__Material provided__
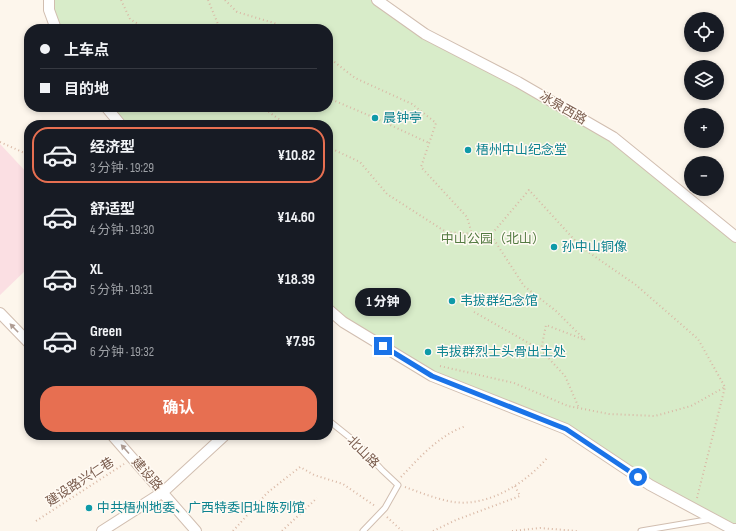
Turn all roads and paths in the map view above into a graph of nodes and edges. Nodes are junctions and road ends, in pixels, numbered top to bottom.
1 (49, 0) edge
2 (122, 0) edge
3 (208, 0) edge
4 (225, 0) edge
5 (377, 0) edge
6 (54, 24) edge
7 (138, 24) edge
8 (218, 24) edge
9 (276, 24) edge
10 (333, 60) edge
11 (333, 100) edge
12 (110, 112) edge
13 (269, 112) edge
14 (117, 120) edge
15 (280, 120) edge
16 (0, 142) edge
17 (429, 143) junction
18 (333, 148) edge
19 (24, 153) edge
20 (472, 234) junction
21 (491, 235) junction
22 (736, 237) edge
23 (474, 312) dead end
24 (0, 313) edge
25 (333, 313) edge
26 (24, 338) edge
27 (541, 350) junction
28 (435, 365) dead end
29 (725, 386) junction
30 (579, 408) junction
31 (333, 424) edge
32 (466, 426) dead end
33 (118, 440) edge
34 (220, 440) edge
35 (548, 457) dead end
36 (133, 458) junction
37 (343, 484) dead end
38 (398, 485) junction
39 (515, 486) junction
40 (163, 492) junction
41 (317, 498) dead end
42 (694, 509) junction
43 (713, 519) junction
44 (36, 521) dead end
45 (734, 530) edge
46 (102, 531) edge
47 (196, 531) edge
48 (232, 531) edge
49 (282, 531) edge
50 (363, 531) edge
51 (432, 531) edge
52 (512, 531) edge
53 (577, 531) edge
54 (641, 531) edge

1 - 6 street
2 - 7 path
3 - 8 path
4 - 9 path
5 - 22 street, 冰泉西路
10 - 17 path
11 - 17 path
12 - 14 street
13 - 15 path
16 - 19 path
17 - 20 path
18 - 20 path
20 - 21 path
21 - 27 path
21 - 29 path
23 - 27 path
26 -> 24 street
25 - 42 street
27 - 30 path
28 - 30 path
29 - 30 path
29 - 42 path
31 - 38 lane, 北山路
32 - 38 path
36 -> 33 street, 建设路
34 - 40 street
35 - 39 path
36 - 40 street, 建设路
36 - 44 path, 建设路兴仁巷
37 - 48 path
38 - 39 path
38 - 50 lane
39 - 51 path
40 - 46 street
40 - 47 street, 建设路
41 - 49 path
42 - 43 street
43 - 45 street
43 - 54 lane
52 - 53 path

__What the task asks__
Scan the material for lines that hold the word "dead", then say how many there are and nothing else.

__Finished exercise__
7